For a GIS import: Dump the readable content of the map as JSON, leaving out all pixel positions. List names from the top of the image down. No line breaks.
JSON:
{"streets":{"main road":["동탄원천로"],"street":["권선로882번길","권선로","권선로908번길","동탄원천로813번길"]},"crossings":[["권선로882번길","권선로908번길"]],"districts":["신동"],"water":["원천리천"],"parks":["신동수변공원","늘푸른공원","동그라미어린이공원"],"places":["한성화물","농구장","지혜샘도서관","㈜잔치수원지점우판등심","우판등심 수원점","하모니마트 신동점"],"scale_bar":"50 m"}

###

▶ _Problem to work on_:
Set the listing above down once more in full, exactly as it is.

▶ _Solution for this exercise_:
For a GIS import: Dump the readable content of the map as JSON, leaving out all pixel positions. List names from the top of the image down. No line breaks.
JSON:
{"streets":{"main road":["동탄원천로"],"street":["권선로882번길","권선로","권선로908번길","동탄원천로813번길"]},"crossings":[["권선로882번길","권선로908번길"]],"districts":["신동"],"water":["원천리천"],"parks":["신동수변공원","늘푸른공원","동그라미어린이공원"],"places":["한성화물","농구장","지혜샘도서관","㈜잔치수원지점우판등심","우판등심 수원점","하모니마트 신동점"],"scale_bar":"50 m"}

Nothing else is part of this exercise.